◆ Assignment ◆
The whole listing should be retyped word for word, apart from the pictures it holds.

◆ Task input ◆
• • • •

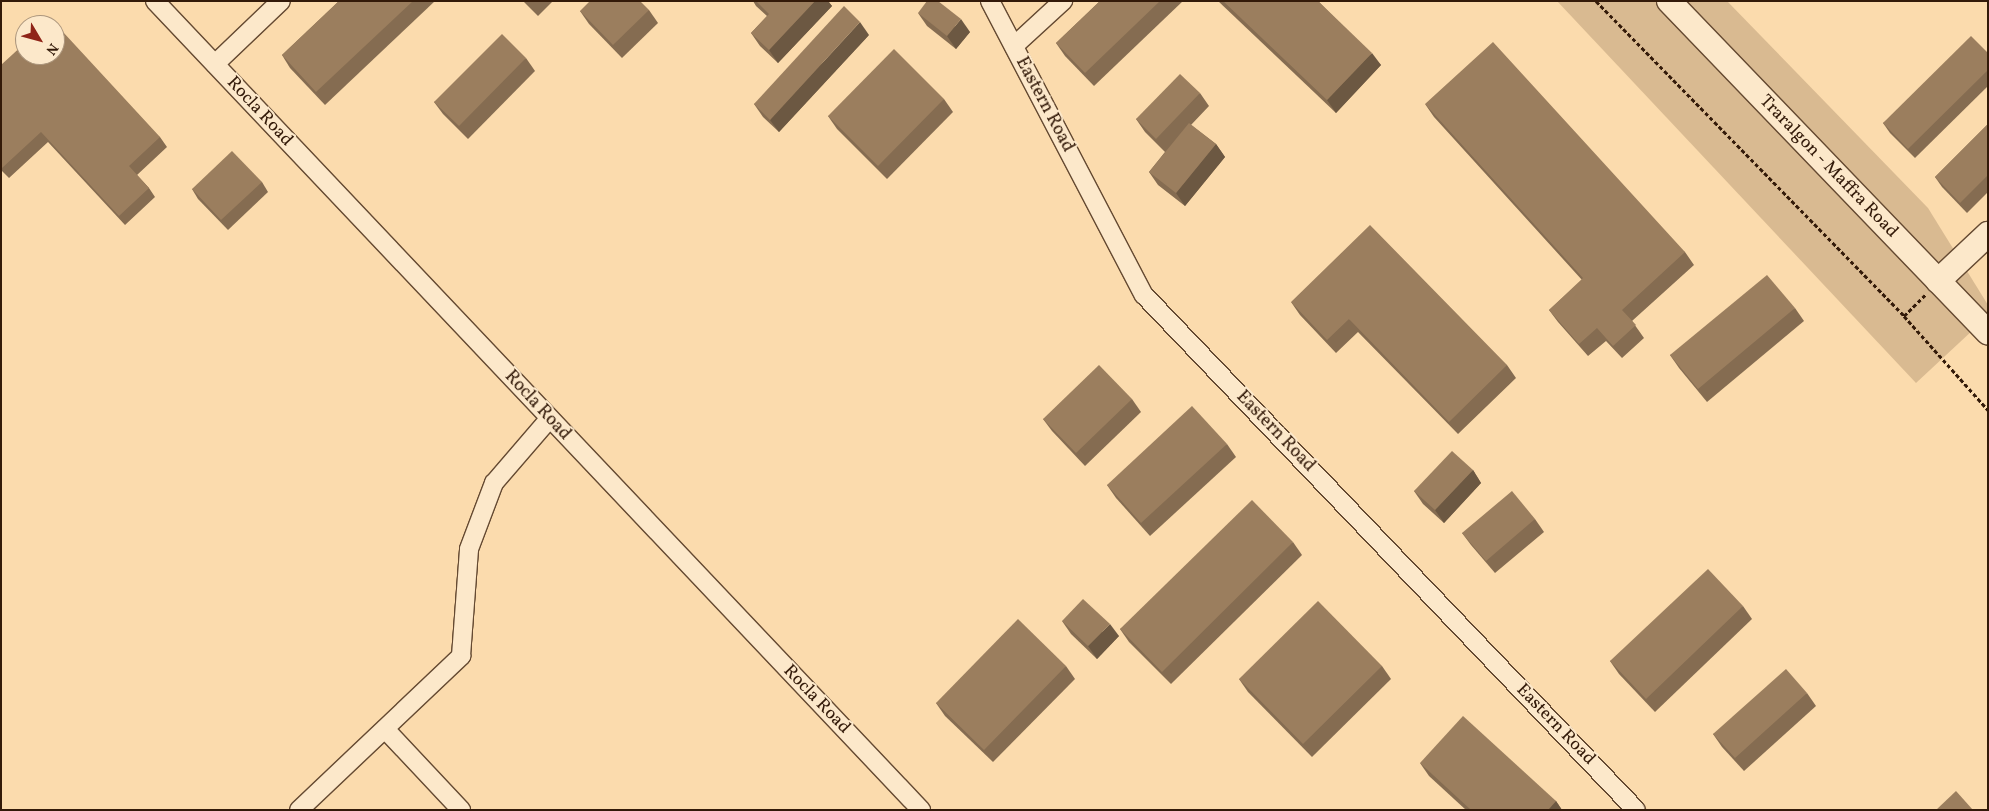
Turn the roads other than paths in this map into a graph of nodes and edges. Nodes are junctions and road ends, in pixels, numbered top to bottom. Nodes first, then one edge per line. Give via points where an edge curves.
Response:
1 (155, 1) edge
2 (281, 1) edge
3 (990, 1) edge
4 (1063, 1) edge
5 (1669, 1) edge
6 (1014, 46) junction
7 (215, 64) junction
8 (1988, 234) edge
9 (1938, 282) junction
10 (1988, 332) edge
11 (549, 419) junction
12 (385, 728) junction
13 (299, 810) edge
14 (461, 810) edge
15 (921, 810) edge
16 (1636, 810) edge

1 - 7 street, Rocla Road
2 - 7 street
3 - 6 street, Eastern Road
4 - 6 street
5 - 9 main road, Traralgon - Maffra Road
6 - 16 street, Eastern Road via 1144,295
7 - 11 street, Rocla Road
8 - 9 main road
9 - 10 main road, Traralgon - Maffra Road
11 - 12 street via 494,483 469,549 461,656
11 - 15 street, Rocla Road
12 - 13 street
12 - 14 street

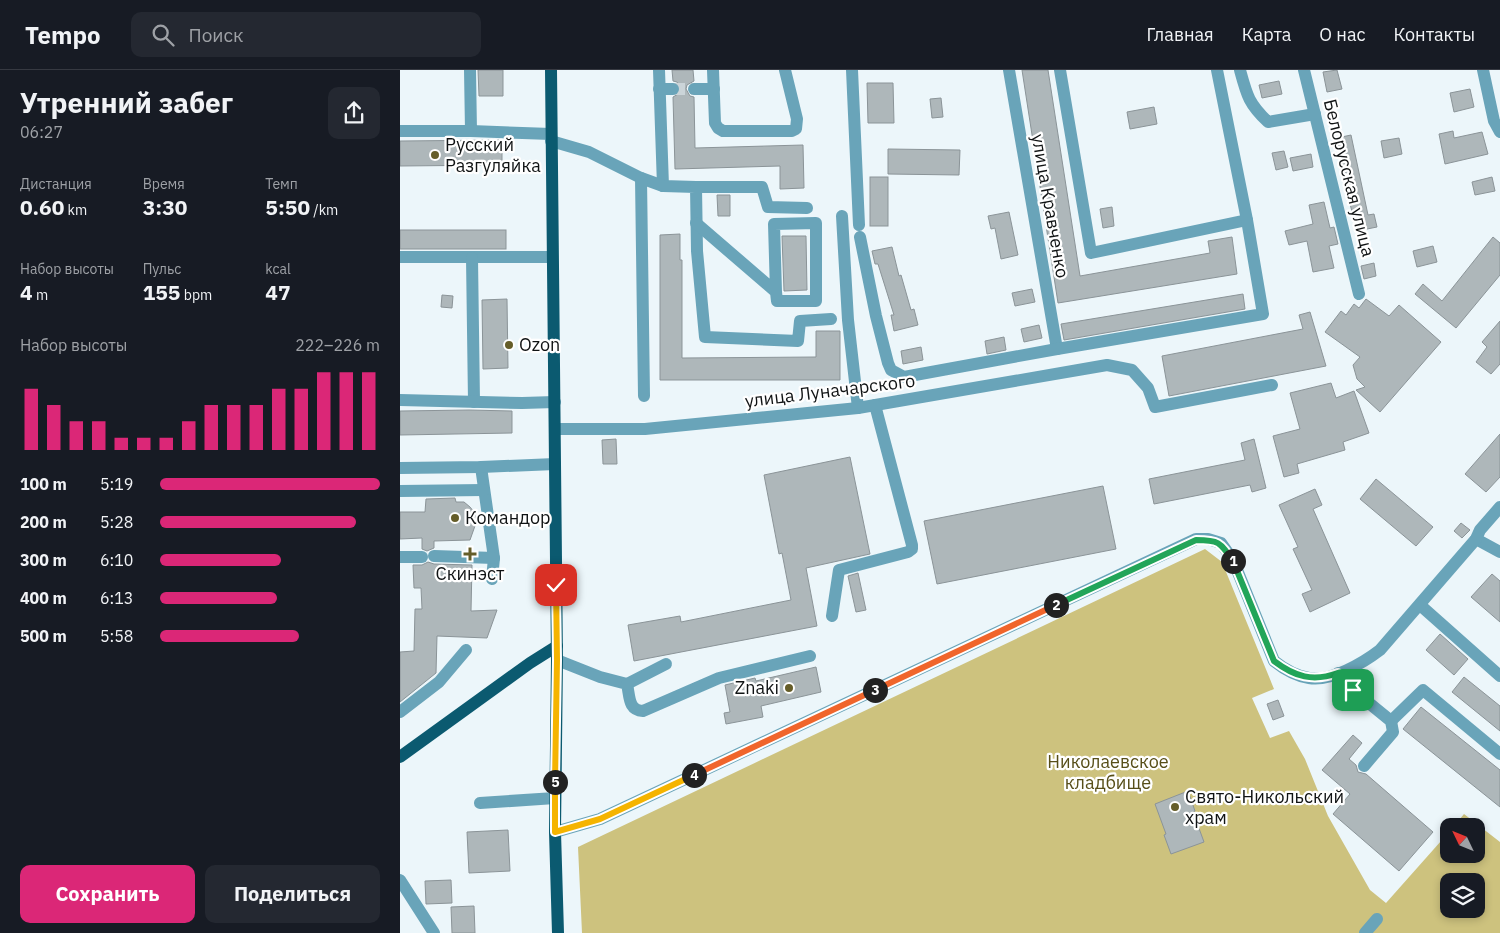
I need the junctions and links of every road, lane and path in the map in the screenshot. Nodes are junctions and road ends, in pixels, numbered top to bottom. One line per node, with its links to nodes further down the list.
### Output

• • • •

◆ Response to this task ◆
Turn the roads other than paths in this map into a graph of nodes and edges. Nodes are junctions and road ends, in pixels, numbered top to bottom. Nodes first, then one edge per line. Give via points where an edge curves.
Response:
1 (155, 1) edge
2 (281, 1) edge
3 (990, 1) edge
4 (1063, 1) edge
5 (1669, 1) edge
6 (1014, 46) junction
7 (215, 64) junction
8 (1988, 234) edge
9 (1938, 282) junction
10 (1988, 332) edge
11 (549, 419) junction
12 (385, 728) junction
13 (299, 810) edge
14 (461, 810) edge
15 (921, 810) edge
16 (1636, 810) edge

1 - 7 street, Rocla Road
2 - 7 street
3 - 6 street, Eastern Road
4 - 6 street
5 - 9 main road, Traralgon - Maffra Road
6 - 16 street, Eastern Road via 1144,295
7 - 11 street, Rocla Road
8 - 9 main road
9 - 10 main road, Traralgon - Maffra Road
11 - 12 street via 494,483 469,549 461,656
11 - 15 street, Rocla Road
12 - 13 street
12 - 14 street

I need the junctions and links of every road, lane and path in the map in the screenshot. Nodes are junctions and road ends, in pixels, numbered top to bottom. One line per node, with its links to nodes further down the list.
### Output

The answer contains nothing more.